I have a buyer table buyer, about 10,000 records; a seller table sale, about 50,000 records. There is some correlation between the buyer and the seller, which is recorded in the partner table, and the key fields in the partner tables include Buyerid,saleid and Linkmanid, where Linkmanid is one of the sellers ' salesmen. There is also the concept of a contact in the system, for each buyer, if it and the seller in the partner table has records, take the partner form Linkmanid as the contact ID, if it and the seller in the partner table is not recorded, Then you need to find the seller's main salesman ID (each seller has 1 to n salespeople, and there is only one main salesman) to act as the contact ID.
In the program, often involves a query and a buyer has a business relationship with the list of sellers, which need to display contact information. There are now two scenarios:
(1) Generate a view with three columns in the view: Buyerid,saleid and Linkmanid. The view is easy to write, and the resulting view is easy to use in the program. However, if you do not add the query criteria, directly query this view, you will find 55 * 10,000 = 500 million records (seller and buyer table as Cartesian product). Although we actually use the time, certainly will add the query condition (does not add the query condition to be meaningless), but also seems to have the forgetting query condition to kill the server to be possible; In addition, a view, only to it with query conditions to use, is it a bit strange? SQL Server does not support the so-called parameter view after all.
(2) Write a function that passes in Buyerid and Saleid to Linkmanid as the return value. Although the function is good to write, but put in the query statement is very awkward, very uncomfortable to use.
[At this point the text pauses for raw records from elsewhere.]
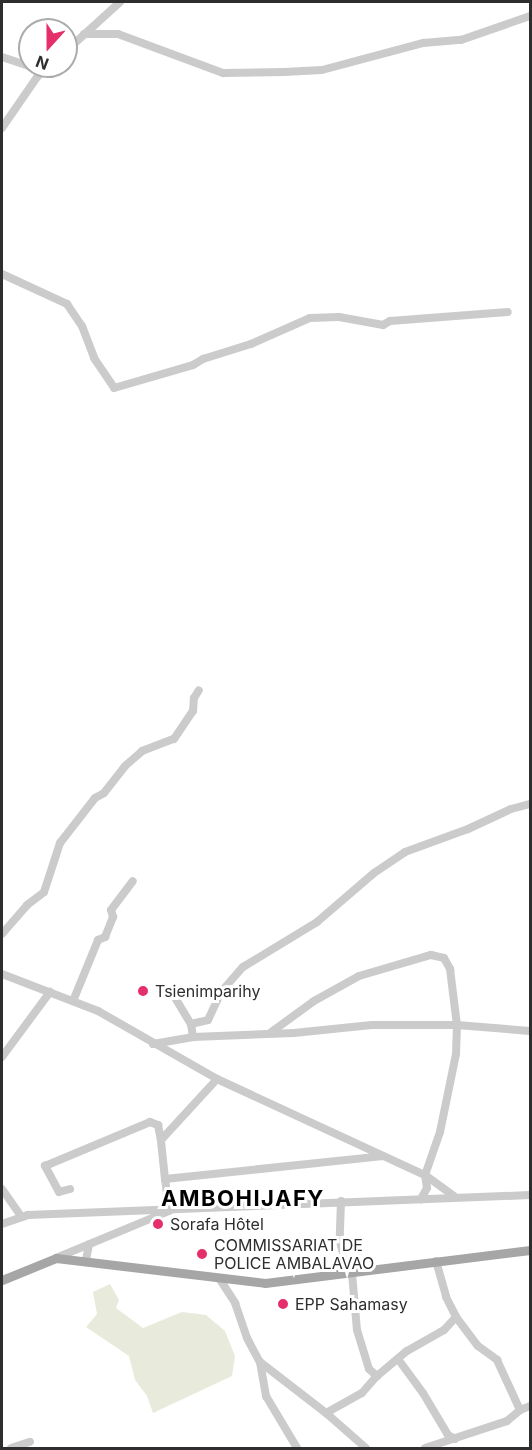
<!DOCTYPE html>
<html>
<head>
<meta charset="utf-8">
<style>
	body { margin:0 }
	#map { position:relative; width:532px; height:1450px; overflow:hidden; background:#fff; font-family:Inter,sans-serif }
	div>[style] { position:absolute }
	.green>* { inset:0; background:#e8ebdb }
	.minor>* { height:8px; margin:-4px; padding:0 4px; transform-origin:4px; border-radius:4px; background:#cbcbcb }
	.major>* { height:9px; margin:-4.5px; padding:0 4.5px; transform-origin:4.5px; border-radius:4.5px; background:#a6a6a6 }
	.dots>* { width:16px; height:16px; translate:-50% -50%; box-sizing:border-box; border:3px solid #fff; border-radius:50% }
	span { translate:-50% -50%; white-space:nowrap; text-align:center; line-height:1.15; -webkit-text-stroke:6px #fff; paint-order:stroke }
	.poi-label { font-size:16px; color:#2e2e2e }
	.left { translate:0 -50%; text-align:left }
	.district-label { font-size:22px; color:#000; font-weight:700; letter-spacing:1.5px }
	.frame { position:absolute; inset:0; border:3px solid #2e2e2e; pointer-events:none }
	.north { position:absolute; left:18px; top:18px; width:60px; height:60px; box-sizing:border-box; background:#fff; border:2px solid #ababab; border-radius:50%; rotate:201deg; font-size:16px; font-weight:700; line-height:24px; text-align:center; color:#2e2e2e }
	.north::after { content:''; display:block; margin:auto; width:21px; height:27px; background:#e52f6b; clip-path:polygon(50% 0,100% 100%,50% 72%,0 100%) }
</style>
</head>
<body>
<div id="map">
	<div class="green">
		<div style="clip-path:polygon(110px 1284px,119px 1300px,116px 1308px,143px 1328px,182px 1312px,206px 1315px,225px 1331px,235px 1356px,232px 1376px,153px 1413px,147px 1396px,135px 1380px,129px 1356px,86px 1327px,97px 1314px,93px 1292px)"></div>
	</div>
	<div class="minor">
		<div style="left:84px;top:34px;width:34px"></div>
		<div style="left:118px;top:34px;width:112px;rotate:20.4deg"></div>
		<div style="left:223px;top:73px;width:61px;rotate:-0.9deg"></div>
		<div style="left:284px;top:72px;width:38px;rotate:-3deg"></div>
		<div style="left:322px;top:70px;width:105px;rotate:-15deg"></div>
		<div style="left:423px;top:43px;width:38px;rotate:-5deg"></div>
		<div style="left:461px;top:40px;width:73px;rotate:-19.2deg"></div>
		<div style="left:66px;top:51px;width:73px;rotate:-42.2deg"></div>
		<div style="left:2px;top:57px;width:44px;rotate:18.4deg"></div>
		<div style="left:2px;top:128px;width:62px;rotate:-55.5deg"></div>
		<div style="left:37px;top:77px;width:17px;rotate:-40deg"></div>
		<div style="left:2px;top:274px;width:72px;rotate:24.8deg"></div>
		<div style="left:67px;top:304px;width:27px;rotate:56deg"></div>
		<div style="left:82px;top:326px;width:34px;rotate:69deg"></div>
		<div style="left:94px;top:358px;width:36px;rotate:56deg"></div>
		<div style="left:114px;top:388px;width:82px;rotate:-16.2deg"></div>
		<div style="left:193px;top:365px;width:12px;rotate:-31deg"></div>
		<div style="left:203px;top:359px;width:50px;rotate:-17.4deg"></div>
		<div style="left:251px;top:344px;width:64px;rotate:-23.8deg"></div>
		<div style="left:310px;top:318px;width:29px;rotate:-2deg"></div>
		<div style="left:339px;top:317px;width:45px;rotate:10.3deg"></div>
		<div style="left:383px;top:325px;width:8px;rotate:-30deg"></div>
		<div style="left:390px;top:321px;width:118px;rotate:-4.4deg"></div>
		<div style="left:2px;top:934px;width:38px;rotate:-49deg"></div>
		<div style="left:27px;top:905px;width:21px;rotate:-37deg"></div>
		<div style="left:44px;top:892px;width:52px;rotate:-71.9deg"></div>
		<div style="left:60px;top:843px;width:57px;rotate:-52.1deg"></div>
		<div style="left:95px;top:798px;width:10px;rotate:-29deg"></div>
		<div style="left:104px;top:793px;width:34px;rotate:-52deg"></div>
		<div style="left:125px;top:766px;width:23px;rotate:-41deg"></div>
		<div style="left:142px;top:751px;width:34px;rotate:-21deg"></div>
		<div style="left:174px;top:739px;width:34px;rotate:-56deg"></div>
		<div style="left:193px;top:711px;width:13px;rotate:-86deg"></div>
		<div style="left:194px;top:698px;width:9px;rotate:-58deg"></div>
		<div style="left:2px;top:974px;width:103px;rotate:21.1deg"></div>
		<div style="left:98px;top:1011px;width:137px;rotate:29.7deg"></div>
		<div style="left:217px;top:1079px;width:229px;rotate:24.8deg"></div>
		<div style="left:425px;top:1175px;width:37px;rotate:36deg"></div>
		<div style="left:164px;top:988px;width:13px;rotate:39deg"></div>
		<div style="left:174px;top:996px;width:33px;rotate:59deg"></div>
		<div style="left:191px;top:1024px;width:13px;rotate:81deg"></div>
		<div style="left:73px;top:1001px;width:66px;rotate:-67.7deg"></div>
		<div style="left:98px;top:940px;width:8px;rotate:-23deg"></div>
		<div style="left:105px;top:937px;width:22px;rotate:-68deg"></div>
		<div style="left:113px;top:917px;width:7px;rotate:-106deg"></div>
		<div style="left:111px;top:910px;width:36px;rotate:-53deg"></div>
		<div style="left:191px;top:1024px;width:17px;rotate:-13deg"></div>
		<div style="left:208px;top:1020px;width:31px;rotate:-65deg"></div>
		<div style="left:221px;top:992px;width:33px;rotate:-49deg"></div>
		<div style="left:243px;top:967px;width:87px;rotate:-31.3deg"></div>
		<div style="left:317px;top:922px;width:75px;rotate:-40.7deg"></div>
		<div style="left:374px;top:873px;width:37px;rotate:-34deg"></div>
		<div style="left:405px;top:852px;width:67px;rotate:-20.1deg"></div>
		<div style="left:468px;top:829px;width:47px;rotate:-24.9deg"></div>
		<div style="left:511px;top:809px;width:20px;rotate:-15deg"></div>
		<div style="left:270px;top:1033px;width:54px;rotate:-36deg"></div>
		<div style="left:314px;top:1001px;width:51px;rotate:-29.1deg"></div>
		<div style="left:359px;top:976px;width:75px;rotate:-16.3deg"></div>
		<div style="left:431px;top:955px;width:13px;rotate:13deg"></div>
		<div style="left:444px;top:958px;width:13px;rotate:61deg"></div>
		<div style="left:450px;top:969px;width:56px;rotate:82.9deg"></div>
		<div style="left:457px;top:1025px;width:29px;rotate:92deg"></div>
		<div style="left:456px;top:1054px;width:80px;rotate:101.6deg"></div>
		<div style="left:440px;top:1132px;width:46px;rotate:109.2deg"></div>
		<div style="left:425px;top:1175px;width:13px;rotate:81deg"></div>
		<div style="left:427px;top:1188px;width:13px;rotate:119deg"></div>
		<div style="left:153px;top:1044px;width:41px;rotate:-9.9deg"></div>
		<div style="left:193px;top:1037px;width:101px;rotate:-2.3deg"></div>
		<div style="left:294px;top:1033px;width:78px;rotate:-5.9deg"></div>
		<div style="left:372px;top:1025px;width:85px"></div>
		<div style="left:457px;top:1025px;width:73px;rotate:4.7deg"></div>
		<div style="left:2px;top:1057px;width:81px;rotate:-53.6deg"></div>
		<div style="left:165px;top:1179px;width:39px;rotate:-96deg"></div>
		<div style="left:161px;top:1140px;width:83px;rotate:-47.4deg"></div>
		<div style="left:2px;top:1189px;width:33px;rotate:55deg"></div>
		<div style="left:70px;top:1189px;width:11px;rotate:165deg"></div>
		<div style="left:59px;top:1192px;width:30px;rotate:-118deg"></div>
		<div style="left:45px;top:1166px;width:114px;rotate:-22.7deg"></div>
		<div style="left:150px;top:1122px;width:9px;rotate:21deg"></div>
		<div style="left:158px;top:1125px;width:15px;rotate:79deg"></div>
		<div style="left:341px;top:1201px;width:37px;rotate:92deg"></div>
		<div style="left:340px;top:1238px;width:35px;rotate:83deg"></div>
		<div style="left:2px;top:1224px;width:28px;rotate:-19deg"></div>
		<div style="left:28px;top:1215px;width:502px;rotate:-2.28deg"></div>
		<div style="left:56px;top:1258px;width:122px;rotate:-22.6deg"></div>
		<div style="left:169px;top:1211px;width:32px;rotate:-97deg"></div>
		<div style="left:165px;top:1179px;width:219px;rotate:-6deg"></div>
		<div style="left:86px;top:1260px;width:16px;rotate:-79deg"></div>
		<div style="left:436px;top:1261px;width:37px;rotate:74deg"></div>
		<div style="left:446px;top:1297px;width:22px;rotate:63deg"></div>
		<div style="left:456px;top:1317px;width:36px;rotate:53deg"></div>
		<div style="left:478px;top:1346px;width:24px;rotate:36deg"></div>
		<div style="left:497px;top:1360px;width:55px;rotate:65.3deg"></div>
		<div style="left:352px;top:1273px;width:57px;rotate:85deg"></div>
		<div style="left:357px;top:1330px;width:41px;rotate:72.9deg"></div>
		<div style="left:369px;top:1369px;width:11px;rotate:41deg"></div>
		<div style="left:219px;top:1278px;width:30px;rotate:57deg"></div>
		<div style="left:235px;top:1303px;width:37px;rotate:71deg"></div>
		<div style="left:247px;top:1338px;width:27px;rotate:62deg"></div>
		<div style="left:260px;top:1362px;width:83px;rotate:37.7deg"></div>
		<div style="left:326px;top:1413px;width:53px;rotate:41.2deg"></div>
		<div style="left:398px;top:1359px;width:42px;rotate:53.7deg"></div>
		<div style="left:423px;top:1393px;width:49px;rotate:59.2deg"></div>
		<div style="left:448px;top:1435px;width:8px;rotate:30deg"></div>
		<div style="left:260px;top:1362px;width:35px;rotate:80deg"></div>
		<div style="left:266px;top:1396px;width:61px;rotate:59.2deg"></div>
		<div style="left:326px;top:1413px;width:41px;rotate:-29.1deg"></div>
		<div style="left:362px;top:1393px;width:23px;rotate:-49deg"></div>
		<div style="left:377px;top:1376px;width:39px;rotate:-40deg"></div>
		<div style="left:407px;top:1351px;width:43px;rotate:-29.6deg"></div>
		<div style="left:444px;top:1330px;width:18px;rotate:-47deg"></div>
		<div style="left:11px;top:1448px;width:20px;rotate:-18deg"></div>
		<div style="left:425px;top:1448px;width:86px;rotate:-18.2deg"></div>
		<div style="left:507px;top:1421px;width:17px;rotate:-40deg"></div>
		<div style="left:520px;top:1410px;width:11px;rotate:-22deg"></div>
	</div>
	<div class="major">
		<div style="left:2px;top:1280px;width:58px;rotate:-22.2deg"></div>
		<div style="left:56px;top:1258px;width:210px;rotate:6.8deg"></div>
		<div style="left:265px;top:1283px;width:267px;rotate:-7.1deg"></div>
	</div>
	<div class="dots">
		<div style="left:143px;top:991px;background:#e52f6b"></div>
		<div style="left:158px;top:1224px;background:#e52f6b"></div>
		<div style="left:202px;top:1254px;background:#e52f6b"></div>
		<div style="left:283px;top:1304px;background:#e52f6b"></div>
	</div>
	<div class="poi-label">
		<span class="left" style="left:155px;top:991px">Tsienimparihy</span>
		<span class="left" style="left:170px;top:1224px">Sorafa Hôtel</span>
		<span class="left" style="left:214px;top:1254px">COMMISSARIAT DE<br>POLICE AMBALAVAO</span>
		<span class="left" style="left:295px;top:1304px">EPP Sahamasy</span>
	</div>
	<div class="district-label">
		<span style="left:243px;top:1199px">AMBOHIJAFY</span>
	</div>
	<div class="frame"></div>
	<div class="north">N</div>
</div>
</body>
</html>
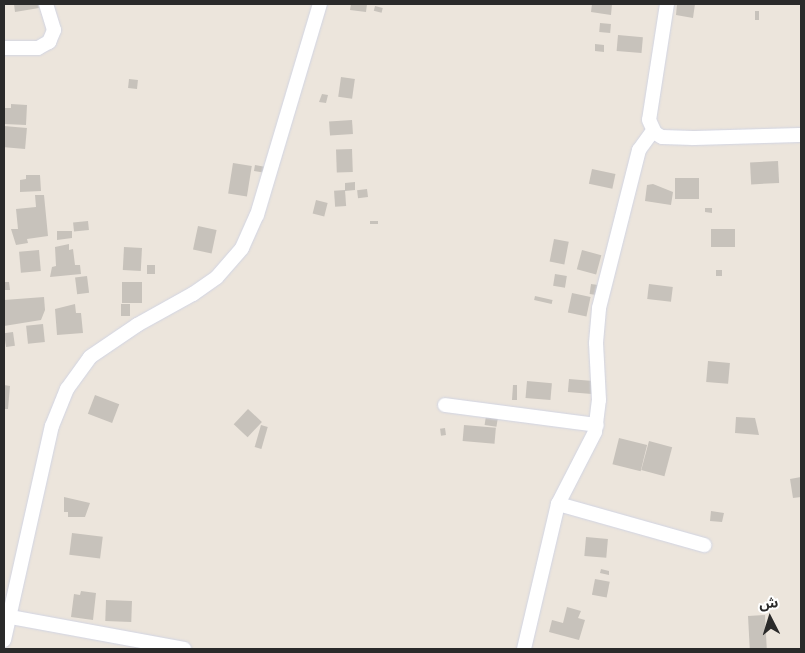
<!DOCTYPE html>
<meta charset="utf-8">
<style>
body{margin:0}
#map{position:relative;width:805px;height:653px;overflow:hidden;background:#ece5dc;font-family:Jost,"Noto Sans Arabic",sans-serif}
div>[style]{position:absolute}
.building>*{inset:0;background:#c7c2bb;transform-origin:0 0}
.roads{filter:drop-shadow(0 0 1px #d1d4e2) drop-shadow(0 0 1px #d1d4e2)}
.minor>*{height:14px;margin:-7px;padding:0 7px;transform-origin:7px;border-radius:7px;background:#fff}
span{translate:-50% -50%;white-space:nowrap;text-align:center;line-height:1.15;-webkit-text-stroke:5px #fff;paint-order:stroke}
.frame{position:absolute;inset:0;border:5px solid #2a2a2a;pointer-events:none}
.north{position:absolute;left:745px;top:593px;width:50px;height:50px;-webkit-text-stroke:4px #fff;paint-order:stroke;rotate:355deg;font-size:14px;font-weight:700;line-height:20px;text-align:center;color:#2a2a2a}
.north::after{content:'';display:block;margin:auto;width:18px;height:22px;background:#2a2a2a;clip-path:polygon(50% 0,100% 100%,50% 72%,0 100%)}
</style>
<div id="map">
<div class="building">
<div style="clip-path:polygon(14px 4px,38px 4px,39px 8px,15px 12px)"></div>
<div style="clip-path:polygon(351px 4px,367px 4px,366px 12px,350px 10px)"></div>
<div style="clip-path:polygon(592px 4px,612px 4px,611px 15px,591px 12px)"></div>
<div style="clip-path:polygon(677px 4px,695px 4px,693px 18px,676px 15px)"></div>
<div style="left:375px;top:6px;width:8px;height:5px;rotate:14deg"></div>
<div style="left:755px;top:11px;width:4px;height:9px"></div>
<div style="left:600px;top:23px;width:11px;height:9px;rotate:5deg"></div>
<div style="left:618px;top:35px;width:25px;height:16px;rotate:5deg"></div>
<div style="clip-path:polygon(595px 44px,604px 45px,604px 52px,595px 51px)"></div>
<div style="left:341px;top:77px;width:14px;height:20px;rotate:8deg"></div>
<div style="left:129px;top:79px;width:9px;height:9px;rotate:6deg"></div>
<div style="clip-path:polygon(322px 94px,328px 95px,326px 103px,319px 102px)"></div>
<div style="clip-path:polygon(11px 104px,27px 105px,26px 125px,4px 124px,5px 108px,11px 108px)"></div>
<div style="left:352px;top:120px;width:14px;height:23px;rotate:86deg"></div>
<div style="left:4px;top:126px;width:23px;height:21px;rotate:5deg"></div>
<div style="left:352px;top:149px;width:23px;height:16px;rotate:88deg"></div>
<div style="left:778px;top:161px;width:22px;height:28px;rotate:87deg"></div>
<div style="left:233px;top:163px;width:19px;height:31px;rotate:9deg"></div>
<div style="left:255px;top:165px;width:11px;height:6px;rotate:10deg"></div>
<div style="left:592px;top:169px;width:24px;height:15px;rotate:12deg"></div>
<div style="clip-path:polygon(26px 175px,40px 175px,41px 191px,20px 192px,20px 180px,26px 179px)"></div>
<div style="left:675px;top:178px;width:24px;height:21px"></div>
<div style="clip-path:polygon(355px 182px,355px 190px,345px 191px,345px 183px)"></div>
<div style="clip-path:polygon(653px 184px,673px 192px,671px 205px,645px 201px,647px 185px)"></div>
<div style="left:367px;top:189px;width:8px;height:10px;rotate:83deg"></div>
<div style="left:345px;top:190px;width:16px;height:11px;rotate:86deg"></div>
<div style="clip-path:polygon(35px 195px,44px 195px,48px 236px,27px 239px,28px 243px,16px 245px,11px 229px,18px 229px,16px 209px,36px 207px)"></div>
<div style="left:316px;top:200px;width:12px;height:14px;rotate:14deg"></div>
<div style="clip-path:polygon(705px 208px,712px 208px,712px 213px,705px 212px)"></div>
<div style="left:88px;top:221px;width:9px;height:15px;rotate:84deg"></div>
<div style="left:370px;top:221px;width:8px;height:3px"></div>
<div style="left:198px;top:226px;width:19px;height:24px;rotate:12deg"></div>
<div style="left:711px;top:229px;width:24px;height:18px"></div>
<div style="clip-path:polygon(57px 231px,72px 231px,72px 238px,57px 240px)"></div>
<div style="left:554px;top:239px;width:15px;height:23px;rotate:11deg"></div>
<div style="clip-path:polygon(69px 244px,69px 250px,73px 249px,75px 265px,80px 265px,81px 274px,50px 277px,52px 267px,56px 266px,55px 247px)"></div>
<div style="left:124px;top:247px;width:18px;height:23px;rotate:3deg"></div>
<div style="left:39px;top:250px;width:21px;height:20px;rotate:85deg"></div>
<div style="left:582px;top:250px;width:20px;height:20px;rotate:15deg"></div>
<div style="left:147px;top:265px;width:8px;height:9px"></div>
<div style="left:716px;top:270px;width:6px;height:6px"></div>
<div style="left:555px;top:274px;width:12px;height:12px;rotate:9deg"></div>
<div style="left:87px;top:276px;width:17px;height:12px;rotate:83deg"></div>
<div style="clip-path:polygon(4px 282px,9px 282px,10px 290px,4px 290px)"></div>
<div style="left:122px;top:282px;width:20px;height:21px"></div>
<div style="left:591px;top:284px;width:7px;height:10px;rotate:8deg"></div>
<div style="left:649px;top:284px;width:24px;height:15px;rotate:7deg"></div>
<div style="left:572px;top:293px;width:19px;height:20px;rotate:12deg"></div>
<div style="left:535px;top:296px;width:18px;height:4px;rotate:13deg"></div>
<div style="clip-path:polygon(44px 297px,45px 310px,41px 320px,4px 326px,4px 300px)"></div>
<div style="clip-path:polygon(75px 304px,76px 313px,81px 313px,83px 333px,57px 335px,55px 309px)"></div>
<div style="left:121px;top:304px;width:9px;height:12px"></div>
<div style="left:43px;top:324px;width:18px;height:17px;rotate:84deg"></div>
<div style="left:13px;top:332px;width:14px;height:9px;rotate:82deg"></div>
<div style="left:708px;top:361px;width:22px;height:21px;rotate:5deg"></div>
<div style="left:569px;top:379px;width:24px;height:13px;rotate:5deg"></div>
<div style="left:527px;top:381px;width:25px;height:17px;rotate:5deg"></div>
<div style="clip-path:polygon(4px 385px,10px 386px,8px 409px,4px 409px)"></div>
<div style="clip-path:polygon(513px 385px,517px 385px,517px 400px,512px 400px)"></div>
<div style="left:95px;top:395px;width:26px;height:20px;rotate:21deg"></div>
<div style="left:248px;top:409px;width:19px;height:21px;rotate:43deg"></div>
<div style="left:486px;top:416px;width:12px;height:9px;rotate:9deg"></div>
<div style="clip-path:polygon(736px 417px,755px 418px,759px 435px,735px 433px)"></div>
<div style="left:261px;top:425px;width:7px;height:23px;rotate:16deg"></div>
<div style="left:464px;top:425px;width:32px;height:16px;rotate:5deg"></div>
<div style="left:445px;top:428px;width:7px;height:5px;rotate:82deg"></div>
<div style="left:619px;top:438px;width:29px;height:27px;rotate:14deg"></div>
<div style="left:649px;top:441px;width:24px;height:30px;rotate:15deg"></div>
<div style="clip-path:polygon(801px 477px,801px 497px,793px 498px,790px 479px)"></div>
<div style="clip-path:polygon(64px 497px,90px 503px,85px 517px,68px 517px,68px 512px,64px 512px)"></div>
<div style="clip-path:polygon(711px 511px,724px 513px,722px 522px,710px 521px)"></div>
<div style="left:72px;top:533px;width:31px;height:22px;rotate:7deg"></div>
<div style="left:586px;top:537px;width:22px;height:19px;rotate:5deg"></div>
<div style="clip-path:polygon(601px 569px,609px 571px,609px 575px,600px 573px)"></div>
<div style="left:595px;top:579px;width:15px;height:16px;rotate:11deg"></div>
<div style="clip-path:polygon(81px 591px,96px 593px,93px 620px,71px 617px,74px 594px,80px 595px)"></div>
<div style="left:106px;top:600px;width:26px;height:21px;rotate:2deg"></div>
<div style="clip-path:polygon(567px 607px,581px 611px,578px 618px,585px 620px,579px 640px,549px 632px,552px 620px,563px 623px)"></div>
<div style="left:765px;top:615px;width:34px;height:17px;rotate:87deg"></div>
</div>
<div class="roads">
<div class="minor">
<div style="left:667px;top:4px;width:117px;rotate:98.8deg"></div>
<div style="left:649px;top:120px;width:14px;rotate:65deg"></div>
<div style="left:655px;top:133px;width:8px;rotate:30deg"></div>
<div style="left:662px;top:137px;width:31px;rotate:2deg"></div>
<div style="left:693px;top:138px;width:108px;rotate:-1.6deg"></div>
<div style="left:4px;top:48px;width:34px"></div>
<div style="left:38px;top:48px;width:13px;rotate:-29deg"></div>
<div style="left:49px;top:42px;width:13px;rotate:-67deg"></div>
<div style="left:54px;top:30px;width:27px;rotate:-107deg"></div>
<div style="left:445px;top:405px;width:153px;rotate:7.5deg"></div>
<div style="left:558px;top:504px;width:152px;rotate:15.7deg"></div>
<div style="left:10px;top:617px;width:177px;rotate:10.4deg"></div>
<div style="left:4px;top:640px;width:219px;rotate:-77.4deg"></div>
<div style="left:52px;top:426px;width:40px;rotate:-68deg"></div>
<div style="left:67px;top:389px;width:39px;rotate:-54deg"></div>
<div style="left:90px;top:357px;width:57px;rotate:-34.2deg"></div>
<div style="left:137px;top:325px;width:64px;rotate:-29deg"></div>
<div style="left:193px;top:294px;width:29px;rotate:-35deg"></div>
<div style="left:217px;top:277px;width:38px;rotate:-49deg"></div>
<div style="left:242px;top:248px;width:36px;rotate:-66deg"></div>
<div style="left:257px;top:215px;width:220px;rotate:-73.4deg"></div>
<div style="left:524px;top:649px;width:149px;rotate:-76.8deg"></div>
<div style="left:558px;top:504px;width:81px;rotate:-62.8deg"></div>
<div style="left:595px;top:432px;width:32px;rotate:-83deg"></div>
<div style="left:599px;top:400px;width:57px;rotate:-93deg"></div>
<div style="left:596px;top:343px;width:35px;rotate:-85deg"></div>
<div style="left:599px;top:308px;width:163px;rotate:-75.8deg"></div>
<div style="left:639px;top:150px;width:24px;rotate:-54deg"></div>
</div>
</div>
<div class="frame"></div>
<div class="north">ش</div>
</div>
The following is a pseudo-code for two scenarios:
Scenario 1 Using Views
2SELECT Pa. Buyerid, Pa. Saleid, US. UserName as Linkman, us. Mobile, US. Phone
3FROM Buyer
4 INNER JOIN Partner as PA on buyer.userid = Pa. Buyerid and Pa. Isbuyerfavorite=1
5 INNER JOIN Sale on Pa. Saleid = Sale.userid
6 INNER join Vlinkman as LM on buyer.userid = lm. Buyerid and Sale.userid = lm. Saleid
7 inner JOIN [user] as US on LM. Linkmanid = us. Userid
8
9--Scenario 2 using functions
10SELECT a.*, US. UserName as Linkman, us. Mobile, US. Phone from
11 (
SELECT Pa. Buyerid, Pa. Saleid, Getlinkmanid (Buyer.userid, Sale.userid) as Linkmanid
From Buyer
INNER JOIN Partner as PA on buyer.userid = Pa. Buyerid and Pa. Isbuyerfavorite=1
INNER JOIN Sale on Pa. Saleid = Sale.userid
(a)
17inner join [user] as us on a.linkmanid = us. Userid
In the beginning, I personally preferred scenario 1 because, as shown in pseudocode, using views makes it easier to write query statements and relate to other tables, and, from a running efficiency, I'm deeply skeptical about the efficiency of the function, and I think it's faster to use the view. As a result, when I tried to test both options in the project, I was surprised that the function method was much faster than the view method. At this time I am not convinced, busy to index The view, this is only to be realized, because I this view is used outside the connection (the buyer table and the seller table Cartesian product), so there is no way to index (if this is wrong, please correct me, when I indexed the error "Unable to create an index on the view, Because the view is not bound to the schema ", Baidu a bit, found that there are external connections in the view can not be indexed). Because the query on the view is slow, we can even see in the query plan of SQL Server that it lasy spool the [user] table to which the views are to be connected, and this step takes up the majority of the query time:
And the other one that I didn't think of before is that the efficiency of using the function is very high, the following is the percentage of CPU in the execution plan of scenario 2:
So, in the end, I still adopted the scheme 2, although the use of more than a layer of nesting, but both security or efficiency, are better than 1.